Son master était sur l’histoire du patriarcat en Egypte de l’ère mamelouke à celle ottomane. « A la Cathédrale, j’ai découvert des archives gigantesques et des milliers de documents. Les formules des textes de ces documents m’ont permis de relire et de réinterpréter les rapports entre les coptes différemment et de soulever tant de questions ».
Spécialiste des documents de l’Empire ottoman, il explique : « L’ère ottomane est pleine de mystères. Elle est toujours vue comme une période de décadence pour l’Egypte. Mais en fait, il y avait des personnes remarquables qui ont influencé l’histoire du pays et qui ont pavé le chemin pour la modernisation entreprise par Mohamad Ali, telles que Ibrahim Al-Gohari et son frère Guirguis, de qui je parle dans mon oeuvre primée. J’essaye de rédiger un livre sur ce dernier. Je débuterai en mars prochain ».
Après avoir effectué son service militaire, Magdi Guirguis avait hâte d’approfondir ses connaissances. « Durant le service militaire, j’ai eu la chance de rencontrer des jeunes venus de toute l’Egypte. L’histoire sociale d’un pays est aussi importante que son histoire politique. Celle-ci est souvent écrite et dictée par les hommes du pouvoir, alors que l’histoire sociale est celle du peuple et de son évolution ».
Ses responsabilités en tant que professeur-documentaliste ne lui laissent pas beaucoup de temps afin de mener à bien ses projets d’écriture.
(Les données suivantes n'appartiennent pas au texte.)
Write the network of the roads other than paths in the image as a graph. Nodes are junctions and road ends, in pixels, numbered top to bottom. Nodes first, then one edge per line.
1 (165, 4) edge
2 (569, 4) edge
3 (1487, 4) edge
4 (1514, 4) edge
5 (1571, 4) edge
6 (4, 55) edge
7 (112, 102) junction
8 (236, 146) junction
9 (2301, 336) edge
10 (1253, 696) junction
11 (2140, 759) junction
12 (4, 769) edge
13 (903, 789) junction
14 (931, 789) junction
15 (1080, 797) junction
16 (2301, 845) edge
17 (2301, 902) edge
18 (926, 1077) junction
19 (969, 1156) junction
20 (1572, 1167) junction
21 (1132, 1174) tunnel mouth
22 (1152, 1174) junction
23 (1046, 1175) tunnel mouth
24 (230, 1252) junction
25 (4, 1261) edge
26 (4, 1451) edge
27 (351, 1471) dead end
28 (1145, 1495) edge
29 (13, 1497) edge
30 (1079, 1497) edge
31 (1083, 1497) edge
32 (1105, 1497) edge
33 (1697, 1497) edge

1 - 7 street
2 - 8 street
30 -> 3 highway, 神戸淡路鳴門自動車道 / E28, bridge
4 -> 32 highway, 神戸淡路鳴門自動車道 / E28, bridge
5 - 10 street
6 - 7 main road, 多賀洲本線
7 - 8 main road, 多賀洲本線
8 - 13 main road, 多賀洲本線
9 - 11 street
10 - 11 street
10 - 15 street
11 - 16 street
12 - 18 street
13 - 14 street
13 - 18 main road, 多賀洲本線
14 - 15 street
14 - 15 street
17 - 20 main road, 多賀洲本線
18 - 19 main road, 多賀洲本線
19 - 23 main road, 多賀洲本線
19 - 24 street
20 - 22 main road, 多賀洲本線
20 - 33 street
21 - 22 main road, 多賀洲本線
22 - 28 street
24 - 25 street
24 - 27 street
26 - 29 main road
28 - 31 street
Et il n’aurait pu parvenir à publier sans obtenir des bourses d’études et de résidence à Berlin, qui lui ont permis de bénéficier d’une année sabbatique. « C’est le seul moyen de pouvoir travailler sur une recherche ou un livre », dit-il. Et d’ajouter : « Je ne suis pas quelqu’un de riche. J’ai voulu que mes enfants s’éloignent du travail académique. Mais ce n’est pas évident, mon fils est devenu professeur de littérature anglaise ! Et ma fille est en dernière année à la faculté de tourisme et d’hôtellerie ».
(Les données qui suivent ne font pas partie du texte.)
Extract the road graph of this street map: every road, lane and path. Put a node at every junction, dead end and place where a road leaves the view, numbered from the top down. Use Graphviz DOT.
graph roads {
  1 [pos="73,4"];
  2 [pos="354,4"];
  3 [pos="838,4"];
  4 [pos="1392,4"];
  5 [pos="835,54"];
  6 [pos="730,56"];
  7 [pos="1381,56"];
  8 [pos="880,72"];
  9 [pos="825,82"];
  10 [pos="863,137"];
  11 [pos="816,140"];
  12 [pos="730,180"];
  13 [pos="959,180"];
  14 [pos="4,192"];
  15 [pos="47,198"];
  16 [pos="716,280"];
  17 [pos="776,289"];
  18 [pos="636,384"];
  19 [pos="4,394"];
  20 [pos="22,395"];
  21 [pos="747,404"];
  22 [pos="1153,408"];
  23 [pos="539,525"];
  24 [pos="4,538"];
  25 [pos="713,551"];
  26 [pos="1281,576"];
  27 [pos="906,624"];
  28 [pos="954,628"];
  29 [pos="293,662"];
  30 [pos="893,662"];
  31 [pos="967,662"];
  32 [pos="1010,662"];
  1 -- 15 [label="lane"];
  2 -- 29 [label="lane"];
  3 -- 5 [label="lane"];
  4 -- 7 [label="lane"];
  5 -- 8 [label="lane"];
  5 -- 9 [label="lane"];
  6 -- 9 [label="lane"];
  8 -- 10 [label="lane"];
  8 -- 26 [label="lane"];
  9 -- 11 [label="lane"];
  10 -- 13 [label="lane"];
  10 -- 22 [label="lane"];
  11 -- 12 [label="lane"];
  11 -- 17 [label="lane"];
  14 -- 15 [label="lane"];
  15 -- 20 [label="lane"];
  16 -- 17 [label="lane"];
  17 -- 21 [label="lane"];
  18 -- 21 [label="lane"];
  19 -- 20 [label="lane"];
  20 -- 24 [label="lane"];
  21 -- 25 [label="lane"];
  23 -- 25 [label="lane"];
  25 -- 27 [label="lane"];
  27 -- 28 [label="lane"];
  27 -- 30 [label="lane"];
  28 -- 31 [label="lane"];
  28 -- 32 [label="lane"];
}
Embauché à l’IFAO comme collaborateur scientifique en 2016, Guirguis a initié un programme d’ateliers et de cours d’arabe, ouverts aux jeunes et aux spécialistes en documentation et en paléontologie. « Mon objectif était de lancer un programme qui soit utile pour les étudiants dans toute l’Egypte : des ateliers permettant de déchiffrer des documents, un cours sur les cadres théoriques et un séminaire de mise en pratique », indique Magdi Guirguis. Ajoutant : « Je travaille sur un projet concernant l’histoire des couvents en Egypte pendant l’ère ottomane et sur un livre autour des coptes non dhimmis de l’ère ottomane (ndlr : dhimmi est un terme historique du droit musulman qui désigne les sujets non musulmans d’un Etat sous gouvernance musulmane) ». Des milliers de projets fourmillent dans sa tête.